Drilon earlier revealed that the complete cost structure of the package showed questionable expenses which, if removed, could bring down the cost by more than half.

“Why would the PhilHealth have different prices for the same test? I am glad that PhilHealth listened to us… This is a victory for better governance and anti-corruption drive. Our triumph has proven that our collective voice is stronger than ever. It is critical to be more vigilant against corrupt practices during the time of a pandemic,” he said, noting that the test kit could be purchased for as low as $15 or P750.

Even with the new rate of P4,210, Drilon still fears that the government will face a potential loss of P1.4 billion for the targeted two million tests. 

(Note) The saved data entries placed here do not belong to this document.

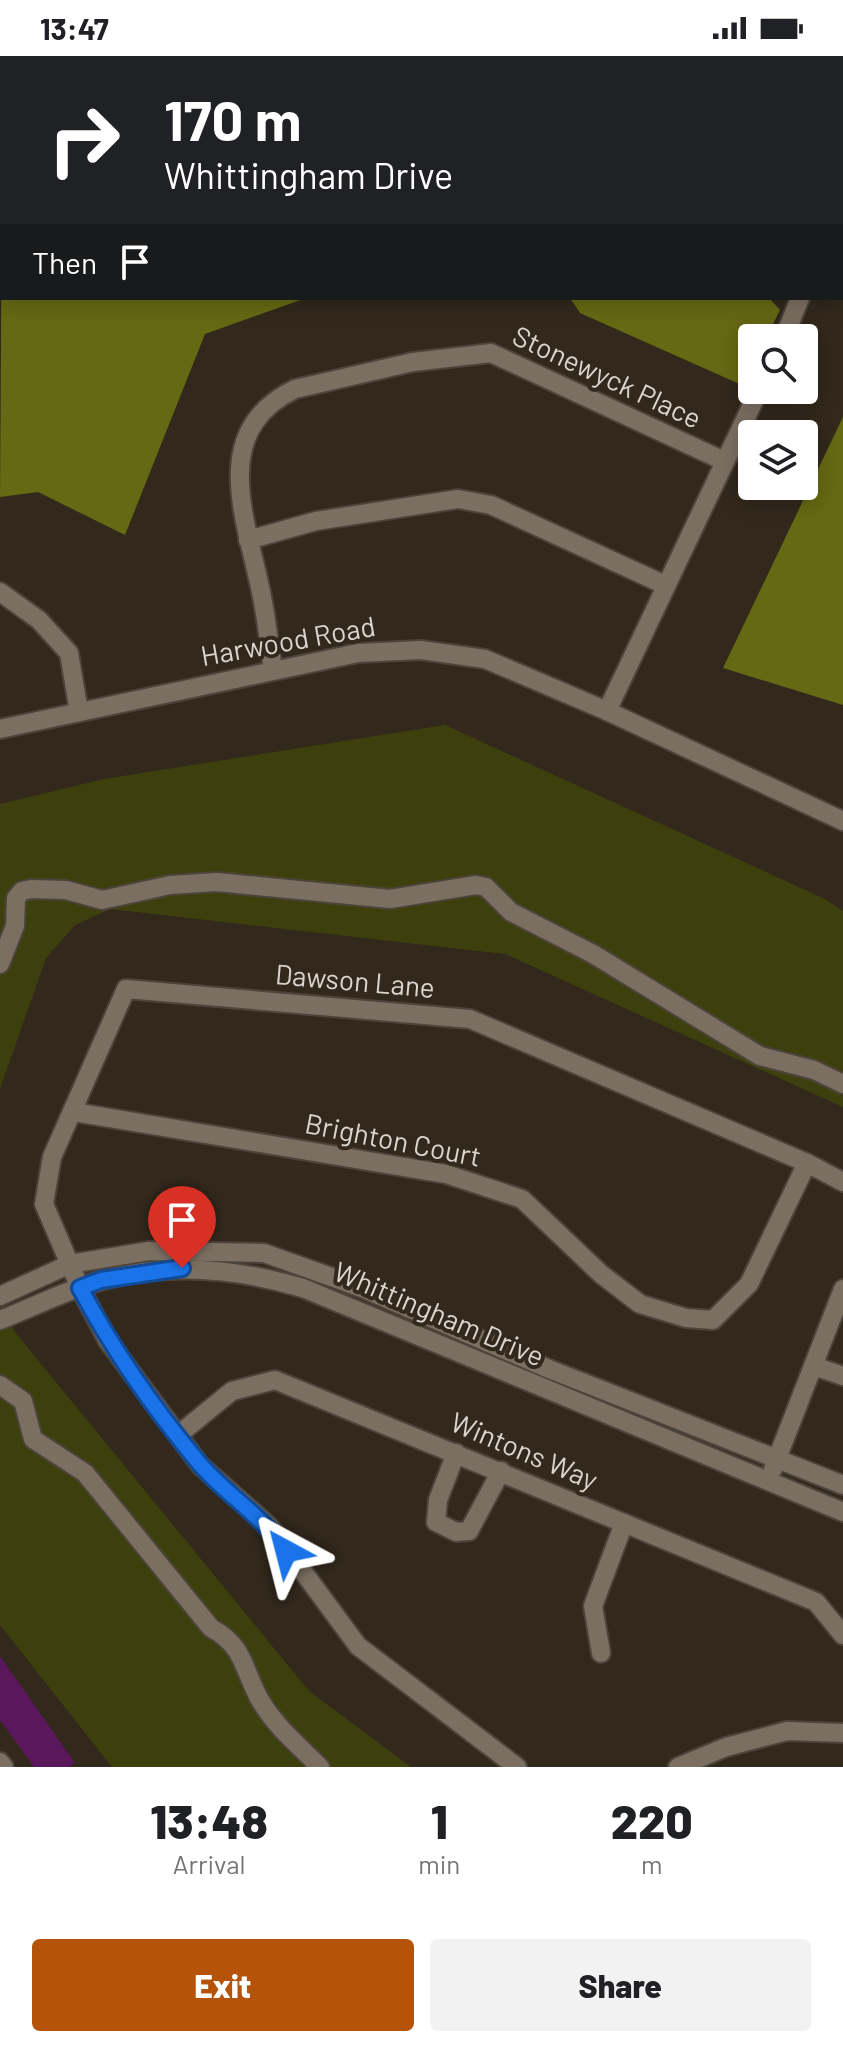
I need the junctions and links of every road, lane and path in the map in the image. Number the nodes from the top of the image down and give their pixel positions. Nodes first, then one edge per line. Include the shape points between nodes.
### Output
1 (799, 300) edge
2 (790, 324) edge
3 (752, 404) edge
4 (724, 461) junction
5 (248, 540) junction
6 (665, 585) junction
7 (0, 592) edge
8 (273, 669) junction
9 (607, 711) junction
10 (79, 712) junction
11 (0, 729) edge
12 (843, 821) edge
13 (0, 964) edge
14 (843, 1084) edge
15 (74, 1112) junction
16 (807, 1163) junction
17 (843, 1182) edge
18 (70, 1264) junction
19 (80, 1288) junction
20 (843, 1289) edge
21 (0, 1296) edge
22 (0, 1320) edge
23 (814, 1366) junction
24 (843, 1376) edge
25 (0, 1385) edge
26 (178, 1435) junction
27 (456, 1453) junction
28 (776, 1461) junction
29 (501, 1471) junction
30 (768, 1482) junction
31 (843, 1485) edge
32 (843, 1512) edge
33 (624, 1523) junction
34 (843, 1635) edge
35 (601, 1653) dead end
36 (843, 1733) edge
37 (320, 1767) edge
38 (517, 1767) edge
39 (678, 1767) edge

1 - 2 street
3 - 4 street
4 - 5 street, Stonewyck Place via 491,353 427,360 295,389 259,415 244,438 237,480
4 - 6 street
5 - 6 street via 316,521 458,499 491,505
5 - 8 street, Stonewyck Place
6 - 9 street
7 - 10 street via 39,620 69,653
8 - 9 street, Harwood Road via 358,653 421,650 485,659
8 - 10 street, Harwood Road
9 - 12 street, Harwood Road
10 - 11 street, Harwood Road
13 - 14 street via 15,926 16,898 31,889 66,890 102,900 170,885 217,882 390,899 476,885 486,887 511,912 593,954 760,1056
15 - 16 street, Dawson Lane via 126,989 470,1019
15 - 16 street, Brighton Court via 446,1174 522,1199 640,1304 713,1320 749,1284
15 - 18 street, Dawson Lane via 52,1157 44,1204
16 - 17 street, Dawson Lane
18 - 19 street, Dawson Lane
18 - 21 street, Whittingham Drive
18 - 28 street, Whittingham Drive via 149,1251 264,1253 362,1288
19 - 22 street, Whittingham Drive
19 - 26 street, Dawson Lane via 108,1341
19 - 30 street, Whittingham Drive via 182,1268 255,1274 303,1288
20 - 23 street
23 - 24 street
23 - 28 street
25 - 37 street via 23,1401 33,1439 85,1473 211,1628 233,1642 261,1700 282,1730
26 - 27 street, Wintons Way via 232,1391 275,1380
26 - 38 street, Dawson Lane via 200,1465 270,1527 358,1646
27 - 29 street, Wintons Way
27 - 29 street via 438,1500 436,1522 456,1532 469,1531
28 - 30 street
28 - 31 street, Whittingham Drive
29 - 33 street, Wintons Way
30 - 32 street, Whittingham Drive
33 - 34 street, Wintons Way via 816,1602
33 - 35 street via 593,1606
36 - 39 street via 787,1731

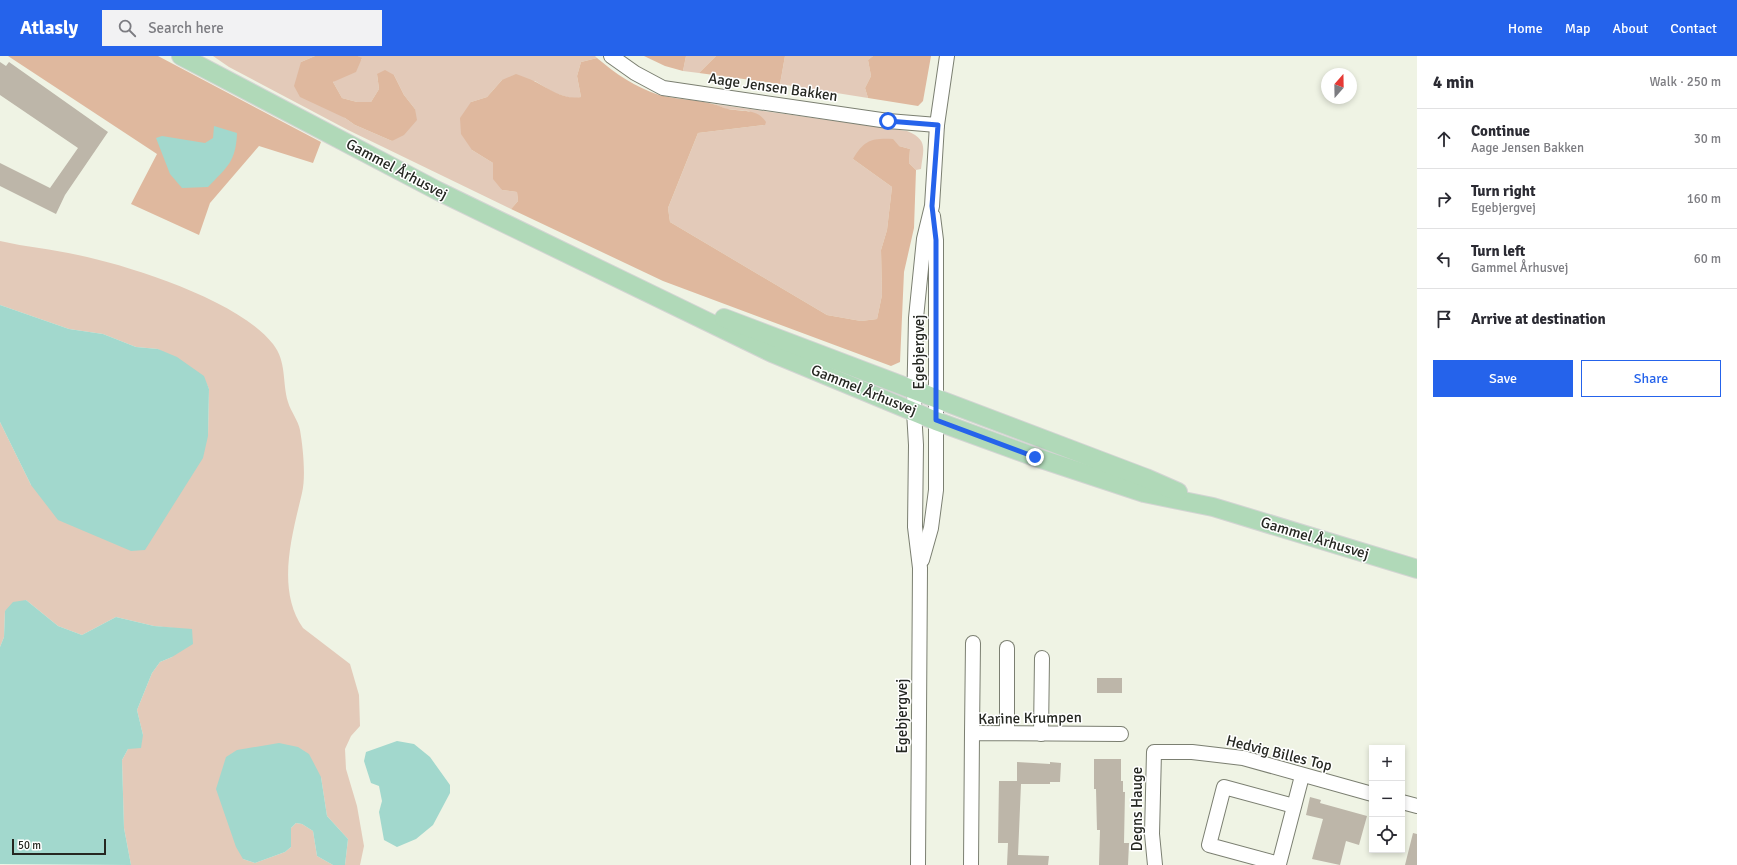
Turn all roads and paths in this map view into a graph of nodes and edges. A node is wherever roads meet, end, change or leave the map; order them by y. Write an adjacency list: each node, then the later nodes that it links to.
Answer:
1 (181, 56): 6 (main road, Gammel Århusvej)
2 (611, 56): 4 (street, Aage Jensen Bakken)
3 (947, 56): 4 (street, Egebjergvej)
4 (938, 125): 5 (street, Egebjergvej)
5 (932, 206): 7 (street, Egebjergvej); 8 (street, Egebjergvej)
6 (616, 276): 7 (main road, Gammel Århusvej); 9 (main road, Gammel Århusvej)
7 (914, 391): 8 (main road, Gammel Århusvej); 9 (street, Egebjergvej)
8 (936, 399): 10 (street, Egebjergvej); 11 (main road, Gammel Århusvej)
9 (914, 411): 10 (main road, Gammel Århusvej); 12 (street, Egebjergvej)
10 (936, 420): 11 (main road, Gammel Århusvej); 12 (street, Egebjergvej)
11 (1213, 507): 13 (main road, Gammel Århusvej)
12 (920, 568): 27 (street, Egebjergvej)
13 (1417, 569)
14 (973, 643): 17 (street)
15 (1007, 648): 18 (street)
16 (1042, 658): 19 (street)
17 (972, 733): 18 (street, Karine Krumpen); 28 (street, Karine Krumpen)
18 (1006, 733): 19 (street, Karine Krumpen)
19 (1041, 734): 20 (street, Karine Krumpen)
20 (1121, 734)
21 (1154, 752): 22 (street, Hedvig Billes Top); 29 (street, Degns Hauge)
22 (1302, 776): 23 (street, Hedvig Billes Top); 25 (street)
23 (1369, 793)
24 (1405, 803): 26 (street)
25 (1294, 806): 25 (street)
26 (1417, 806)
27 (918, 865)
28 (971, 865)
29 (1154, 865)

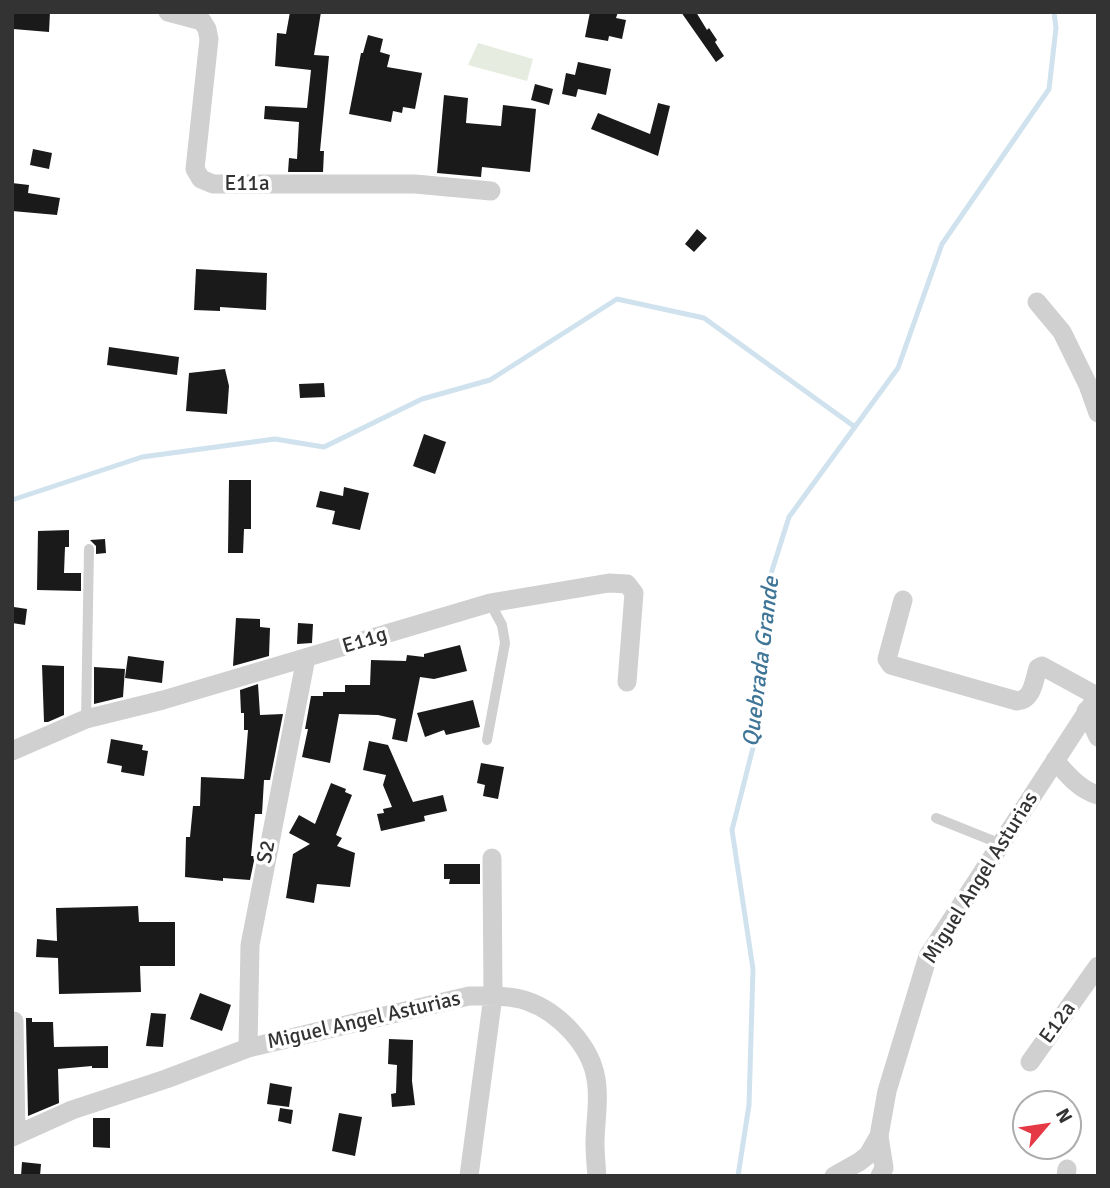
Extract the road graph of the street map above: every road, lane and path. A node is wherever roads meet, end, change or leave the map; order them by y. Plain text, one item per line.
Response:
1 (168, 12) edge
2 (491, 191) dead end
3 (1037, 302) dead end
4 (1098, 413) edge
5 (89, 549) dead end
6 (903, 600) dead end
7 (490, 603) junction
8 (306, 659) junction
9 (627, 682) dead end
10 (1094, 701) edge
11 (86, 719) junction
12 (1098, 737) edge
13 (487, 740) dead end
14 (12, 751) edge
15 (1055, 760) junction
16 (1098, 795) edge
17 (936, 818) dead end
18 (1001, 844) junction
19 (492, 858) dead end
20 (1098, 965) edge
21 (493, 996) junction
22 (14, 1021) dead end
23 (248, 1048) junction
24 (1030, 1062) dead end
25 (14, 1136) edge
26 (879, 1136) junction
27 (469, 1176) edge
28 (597, 1176) edge
29 (834, 1176) edge
30 (880, 1176) edge

1 - 2 street, E11a
3 - 4 street
5 - 11 lane
6 - 10 street
7 - 8 street, E11g
7 - 9 street, E11g
7 - 13 lane
8 - 11 street, E11g
8 - 23 street, S2
10 - 12 street
10 - 15 street, Miguel Angel Asturias
11 - 14 street, E11g
15 - 16 street
15 - 18 street, Miguel Angel Asturias
17 - 18 lane
18 - 26 street, Miguel Angel Asturias
19 - 21 street
20 - 24 street, E12a
21 - 23 street, Miguel Angel Asturias
21 - 27 street
21 - 28 street, Miguel Angel Asturias
22 - 25 street
23 - 25 street, Miguel Angel Asturias
26 - 29 street, Miguel Angel Asturias
26 - 30 street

“PhilHealth should look at lowering it to P3,500 or perhaps even lower. I have heard that some institutions can do it as low as P2,000. This should be a lesson to PhilHealth and the government in general: we are watching you,” Drilon said.

He also doubted the claim of PhilHealth president Ricardo Morales, during the Senate committee of the whole hearing on the global pandemic, that no actual payments were made to hospitals and testing centers. 

He cited a press release posted in the agency’s website that said PhilHealth downloaded P30 billion last March to its accredited hospitals “to help them respond to the onslaught of COVID-19 in the country.” 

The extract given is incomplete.